Sandra M. Gilbert and Susan Gubar in Madwoman in the Attic describe the Evil Queen as “a plotter, a plot-maker, a schemer, a witch, an artist, an impersonator, a woman of almost endless creative energy, witty, wily and self-absorbed as all artists traditionally are.” In the tale by The Brothers Grimm, she dances herself to death, exhausting herself on that same creative energy. But all that power and creativity and energy goes into fruitless murder attempt after fruitless murder attempt, and all that grows is a corpse in a coffin. What the Evil Queen has going for her is that she knows what she wants. The thing she wants, though, is to be Snow White, meaning that she’s driven by the desires of other people while suffocating her individuality. On the other hand, Snow White is also the Evil Queen as the Evil Queen is Snow White, and they are linked together by Snow’s mother.

The Evil Queen, Snow White, and Snow White’s mother are all viewed through frames. Snow White’s mother is first seen sewing in a window, the Evil Queen is looking in her mirror, and Snow White is sleeping in her coffin. The original Queen looks out. The Evil Queen looks at herself. Snow White looks at nothing at all. With this technique, the Grimms’ narrative separates these women into three pictures of femininity: the good (dead) mother, the evil (living) mother, and their successor. The Evil Queen is the only one of the three women who tries to break out, even as she looks further into the mirror.

The mirror is what tells the Queen that she’s no longer good enough. She’s been replaced. Gilbert and Gubar read this as the voice of the patriarchy and the dead king, constantly judging the Queen and her actions even as it enables her to find Snow White. It’s symbolic of the male gaze, focused on both the Evil Queen and Snow White as they are encased in art. The mirror can also symbolize the threshold between conscious and subconscious as well as a weak sense of self and narcissism. The Queen asks her mirror to affirm her because she cannot affirm herself.

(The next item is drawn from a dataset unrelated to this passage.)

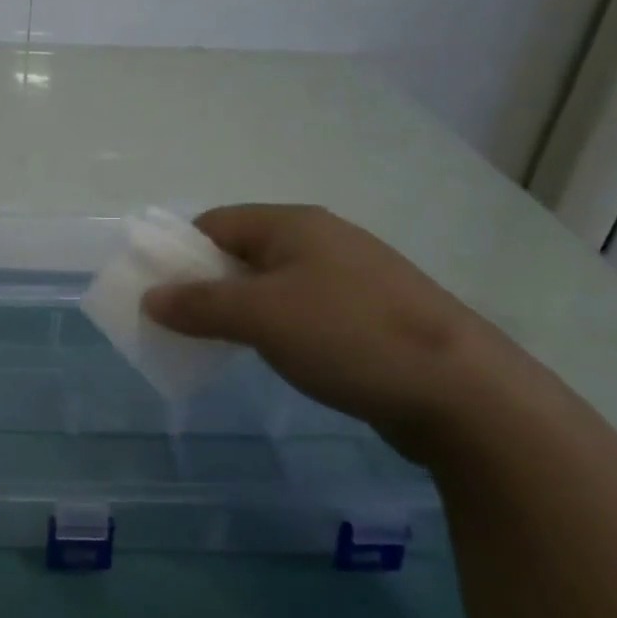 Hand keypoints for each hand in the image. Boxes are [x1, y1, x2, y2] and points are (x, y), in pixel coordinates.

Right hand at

In fighting to become what she is not, the Queen loses who she is. Gilbert and Gubar wrote:

“The Queen and Snow White are in some sense one: while the Queen struggles to free herself from the passive Snow White in herself, Snow White must struggle to repress the assertive Queen in herself. That both women eat from the same deadly apple in the third temptation episode merely clarifies and dramatizes this point…Her intention is that the girl will die of the apple’s poisoned red half – red with her sexual energy, her assertive desire for deeds of blood and triumph – while she herself will be unharmed by the passivity of the white half.”

In “Gold-Tree and Silver-Tree,” believed to be one of the earliest renditions of the story, there is no evil stepmother, only a mother and a daughter at war. Meanwhile, in the Disney version, there is only the Evil Queen and Snow White. This juggling of mothers signifies a change in focus. “Gold-Tree and Silver-Tree” is the story of a mother and daughter, and the father, the king, has power to protect his daughter. The Disney version condenses the polarity between the evil that is the Queen and the good that is Snow White, even as Snow White acts as a little mother to the dwarves. In Grimms’ version, the triplication of mothers is more insidious. Snow White’s mother acts as an example of a good woman who gave birth and then died, foreshadowing Snow’s own death and resurrection. The Evil Queen rebels against this pattern and, in this sense, is even something of an antihero; but, she can’t rebel for long.

The women of Snow White switch roles in a subtle kind of dance. The Evil Queen herself is driven to an end that even she may not understand. The essential issue of the Snow White myth is its presentation of “the fairest” as something desirable and longed for. Beautiful Snow White is loved by all and is better than the marginally less beautiful Evil Queen. Snow White, the ideal woman, regurgitates Eve’s apple because ordinary women just aren’t good enough. Marching to the beat of your own drum is hard when your drum beat can’t be heard amongst the others, and that’s the pitfall which overtakes both Snow White and the Evil Queen. If there’s a lesson to be learned from this fairytale, it’s that neither side truly wins.